Now it's 2002 in Ségou, Mali, and we're with Emmet. Ségou is a town and an urban commune in south-central Mali on the River Niger. (I had to look it up.) He and Alice, the woman he lives with, work for NGOs. "Alice was working on child mortality. Children were hard." Mali is also hard: "Thousands of miles on dust roads, and gravel roads, and potholed tarmac: roads that turned into rivers, or forest, or crowded marketplaces; roads you drove beside because the road was so bad."

In 2005, back in Ardeevin, we're with Rosaleen who is now seventy-six, her husband long dead. It's November and Rosaleen is writing Christmas cards. Dan in Canada, Emmet in Africa. Hanna in Dublin. Constance visits to drop off groceries. There is mother-daughter tension, and Rosaleen silently tells her: Lose some weight. "It was very aging—fat. It made her daughter look like an old woman, which was a kind of insult, after all the care that was put into the rearing of her." 

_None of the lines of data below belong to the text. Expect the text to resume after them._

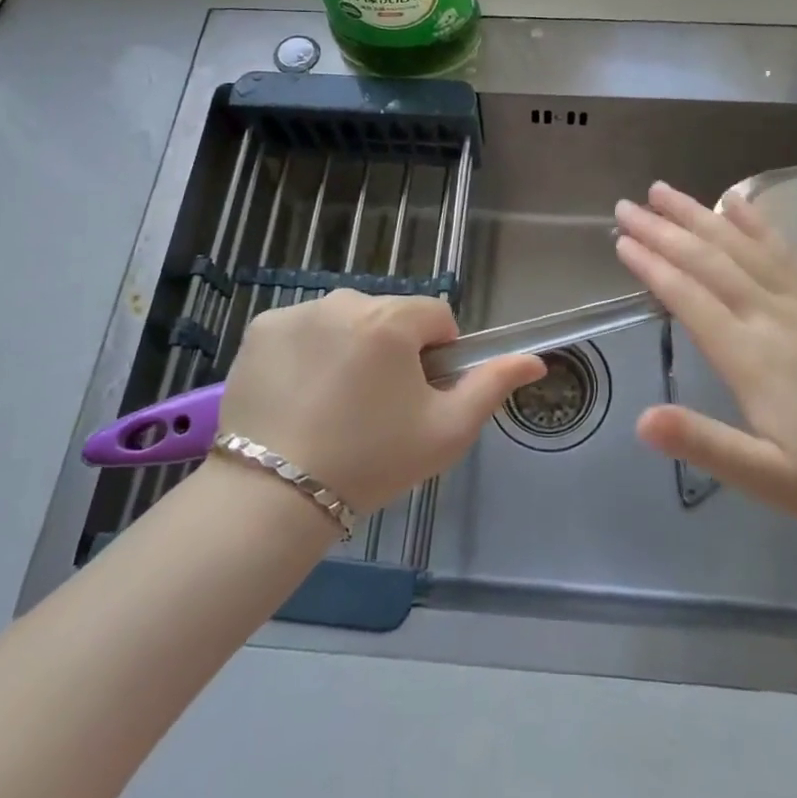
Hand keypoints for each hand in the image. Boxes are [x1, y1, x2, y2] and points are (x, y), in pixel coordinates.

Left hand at [215, 290, 545, 514]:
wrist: (274, 496)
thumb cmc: (371, 462)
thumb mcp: (446, 431)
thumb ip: (492, 386)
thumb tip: (535, 360)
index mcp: (391, 319)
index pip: (436, 316)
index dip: (437, 355)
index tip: (418, 396)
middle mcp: (344, 301)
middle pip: (388, 316)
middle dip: (392, 350)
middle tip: (376, 408)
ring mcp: (297, 312)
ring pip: (345, 321)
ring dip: (350, 348)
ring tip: (333, 405)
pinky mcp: (261, 328)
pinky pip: (303, 329)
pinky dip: (307, 352)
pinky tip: (299, 396)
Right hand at [614, 181, 796, 541]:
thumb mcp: (771, 479)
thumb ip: (705, 443)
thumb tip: (640, 421)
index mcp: (753, 358)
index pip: (690, 299)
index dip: (653, 267)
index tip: (621, 240)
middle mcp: (775, 317)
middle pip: (710, 262)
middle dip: (664, 230)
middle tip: (626, 205)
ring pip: (744, 247)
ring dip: (700, 215)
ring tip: (666, 191)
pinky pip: (787, 252)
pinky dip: (758, 224)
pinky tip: (739, 204)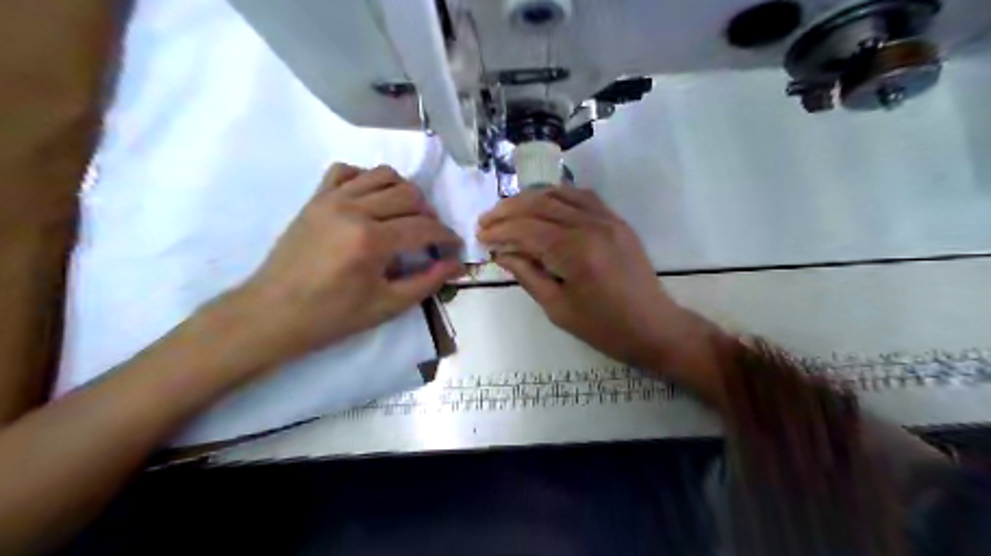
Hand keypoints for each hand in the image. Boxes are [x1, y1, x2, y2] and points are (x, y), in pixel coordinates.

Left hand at [230, 164, 465, 366]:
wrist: (273, 313)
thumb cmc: (332, 316)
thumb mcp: (387, 306)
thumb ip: (427, 282)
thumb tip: (456, 265)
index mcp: (371, 240)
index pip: (424, 227)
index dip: (446, 236)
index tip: (453, 248)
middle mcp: (354, 209)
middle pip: (410, 194)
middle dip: (429, 214)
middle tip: (429, 237)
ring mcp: (331, 199)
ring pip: (383, 175)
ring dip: (404, 192)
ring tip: (405, 216)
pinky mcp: (316, 198)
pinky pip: (347, 170)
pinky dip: (367, 179)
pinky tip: (372, 201)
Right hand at [478, 188, 704, 371]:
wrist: (654, 327)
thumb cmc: (603, 327)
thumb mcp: (558, 308)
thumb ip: (528, 275)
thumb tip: (502, 253)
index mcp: (575, 252)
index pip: (526, 229)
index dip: (500, 231)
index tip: (480, 237)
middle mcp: (590, 226)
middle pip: (540, 204)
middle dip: (508, 210)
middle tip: (486, 221)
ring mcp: (607, 219)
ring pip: (560, 194)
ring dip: (529, 198)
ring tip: (507, 211)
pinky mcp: (616, 220)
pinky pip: (582, 197)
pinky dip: (557, 196)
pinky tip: (543, 205)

And after Constance has left and Rosaleen considers the house, the furnishings (her own parents' marriage bed remains upstairs), and the family, she decides to sell the house. Which brings the four children, spouses, grandchildren back to the house for Christmas.

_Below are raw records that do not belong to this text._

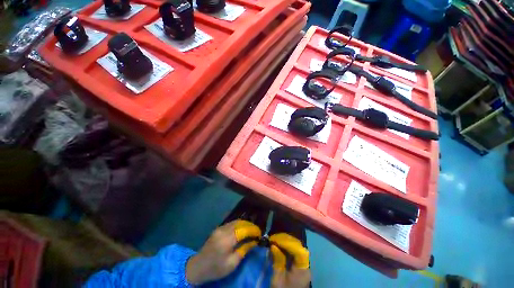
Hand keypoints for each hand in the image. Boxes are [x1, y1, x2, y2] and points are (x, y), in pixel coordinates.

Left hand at [186, 220, 261, 284]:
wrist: (198, 267)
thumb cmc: (216, 268)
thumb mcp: (232, 264)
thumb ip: (244, 250)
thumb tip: (254, 241)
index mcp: (227, 240)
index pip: (244, 230)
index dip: (253, 230)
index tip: (260, 233)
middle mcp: (224, 230)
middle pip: (240, 223)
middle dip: (250, 225)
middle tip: (257, 231)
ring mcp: (220, 228)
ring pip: (236, 221)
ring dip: (245, 224)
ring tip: (251, 229)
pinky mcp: (218, 228)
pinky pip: (231, 223)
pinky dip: (239, 224)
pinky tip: (242, 229)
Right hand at [269, 233, 310, 287]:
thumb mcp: (278, 278)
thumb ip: (277, 261)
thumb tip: (274, 245)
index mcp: (302, 270)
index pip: (298, 250)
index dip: (288, 242)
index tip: (277, 238)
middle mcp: (306, 266)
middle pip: (298, 249)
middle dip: (287, 241)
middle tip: (275, 238)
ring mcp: (305, 267)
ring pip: (297, 250)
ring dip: (287, 245)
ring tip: (276, 241)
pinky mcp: (301, 269)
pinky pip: (296, 255)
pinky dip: (288, 250)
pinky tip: (281, 248)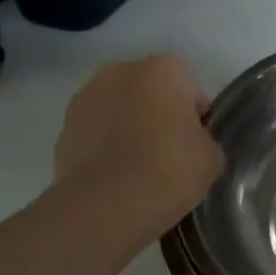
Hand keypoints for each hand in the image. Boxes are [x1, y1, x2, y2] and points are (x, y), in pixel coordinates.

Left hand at [53, 56, 224, 236]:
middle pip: (150, 92)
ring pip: (119, 109)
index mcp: (164, 70)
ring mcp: (85, 97)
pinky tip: (116, 176)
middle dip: (158, 115)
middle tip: (168, 153)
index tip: (195, 145)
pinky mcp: (63, 127)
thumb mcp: (212, 157)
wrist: (107, 205)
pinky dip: (105, 146)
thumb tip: (192, 144)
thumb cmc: (170, 169)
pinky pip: (95, 131)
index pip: (190, 89)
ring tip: (139, 167)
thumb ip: (204, 140)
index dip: (196, 118)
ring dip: (128, 127)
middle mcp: (121, 72)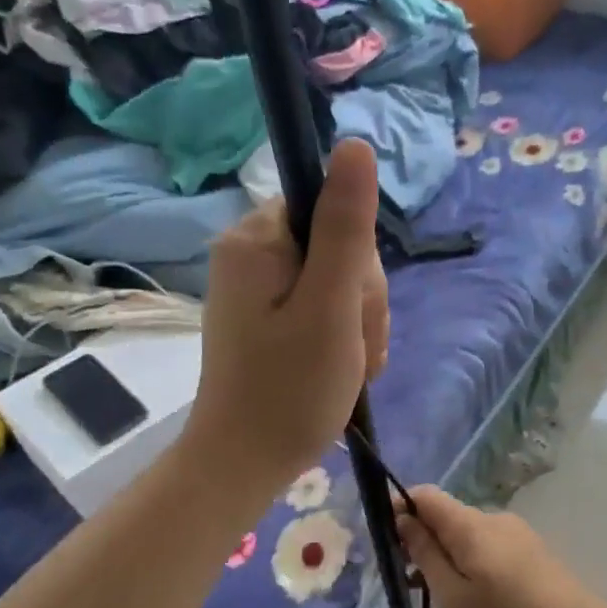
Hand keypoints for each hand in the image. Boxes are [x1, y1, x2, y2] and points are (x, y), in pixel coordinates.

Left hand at [184, 139, 388, 492]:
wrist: (245, 462)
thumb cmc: (290, 389)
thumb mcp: (331, 307)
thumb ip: (347, 227)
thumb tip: (356, 145)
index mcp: (257, 240)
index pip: (332, 213)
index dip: (358, 263)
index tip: (353, 313)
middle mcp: (250, 253)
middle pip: (338, 248)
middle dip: (361, 302)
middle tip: (352, 350)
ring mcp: (258, 287)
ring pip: (339, 281)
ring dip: (358, 324)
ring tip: (349, 367)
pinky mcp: (268, 316)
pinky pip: (323, 305)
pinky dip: (343, 336)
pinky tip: (344, 368)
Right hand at [395, 486, 606, 607]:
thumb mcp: (453, 598)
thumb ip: (426, 555)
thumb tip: (404, 519)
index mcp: (471, 525)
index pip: (426, 495)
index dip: (400, 508)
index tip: (386, 541)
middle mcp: (495, 519)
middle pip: (447, 517)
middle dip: (422, 541)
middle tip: (411, 585)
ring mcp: (518, 534)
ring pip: (468, 535)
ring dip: (447, 557)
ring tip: (445, 601)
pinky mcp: (533, 552)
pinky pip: (489, 548)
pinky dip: (471, 565)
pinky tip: (478, 601)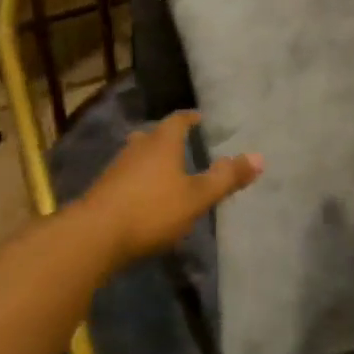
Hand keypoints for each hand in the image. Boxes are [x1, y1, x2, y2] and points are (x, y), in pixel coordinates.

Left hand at [75, 111, 262, 269]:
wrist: (94, 235)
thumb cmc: (152, 210)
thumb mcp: (197, 197)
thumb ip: (226, 178)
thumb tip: (259, 157)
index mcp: (162, 142)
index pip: (178, 120)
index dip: (191, 118)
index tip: (201, 119)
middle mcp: (138, 147)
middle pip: (155, 135)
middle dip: (169, 139)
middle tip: (185, 145)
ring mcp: (117, 167)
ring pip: (138, 155)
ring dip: (152, 160)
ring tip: (167, 171)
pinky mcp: (104, 189)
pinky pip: (127, 176)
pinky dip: (140, 180)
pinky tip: (145, 196)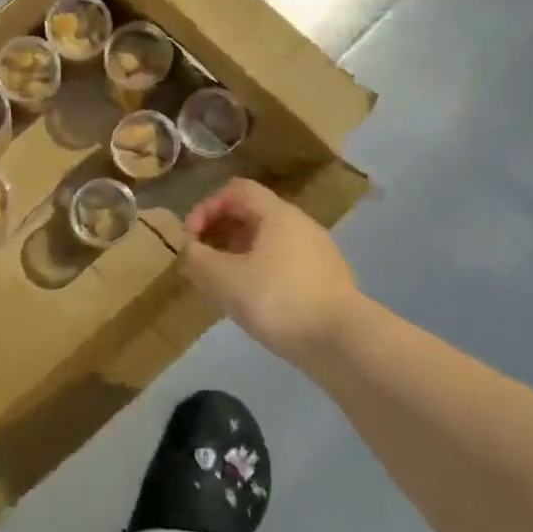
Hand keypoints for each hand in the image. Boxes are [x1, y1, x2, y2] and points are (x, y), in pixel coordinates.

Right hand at [182, 179, 357, 364]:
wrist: (342, 342)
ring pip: (268, 241)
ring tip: (223, 284)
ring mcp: (318, 253)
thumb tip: (190, 250)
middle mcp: (301, 225)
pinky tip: (253, 302)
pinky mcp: (326, 280)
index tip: (191, 238)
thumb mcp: (223, 279)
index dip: (206, 207)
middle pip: (252, 214)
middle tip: (202, 260)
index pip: (236, 190)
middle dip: (220, 232)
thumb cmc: (277, 299)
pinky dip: (260, 272)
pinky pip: (283, 263)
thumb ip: (198, 259)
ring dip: (238, 254)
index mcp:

It's a fraught holiday. Emmet "could see the next couple days stretch out in front of them. There would be much talk about house prices, how well Dessie McGrath [Constance's husband] was doing, what everything was worth these days—more expensive than Toronto, Dan, yes, that cowshed down the road. Emmet would start an argument with Constance about the Catholic Church—because Constance, who believed nothing, would not admit as much in front of her children who were expected to believe everything or at least pretend they believed it, just like their mother. Hanna would have a rant about some newspaper critic, their mother would opine that these people sometimes knew what they were talking about, and on they all would go. It was, Emmet thought, like living in a hole in the ground."

One could read the first four chapters as short stories, linked by family connections but separate in time and place. They make up Part One, "Leaving." 

Part Two, "Coming Home," takes place in 2005, and the chapters are identified by location: Toronto, Dublin, Shannon Airport, County Dublin, The Green Road ("a real road that runs through the Burren in County Clare)—except when they're not.

Enright is able to somehow make Rosaleen and her children both individual and engaging—flawed but sympathetic, even Hanna who is an alcoholic and careless. Enright doesn't emphasize it, but 2005 was almost the peak of the Irish boom. She writes about significant events in her characters' lives with details that build and build and build until they come not to a conclusion, not to a comforting wrapping-up but a rich and satisfying ending. 

I'd like to know how she does it.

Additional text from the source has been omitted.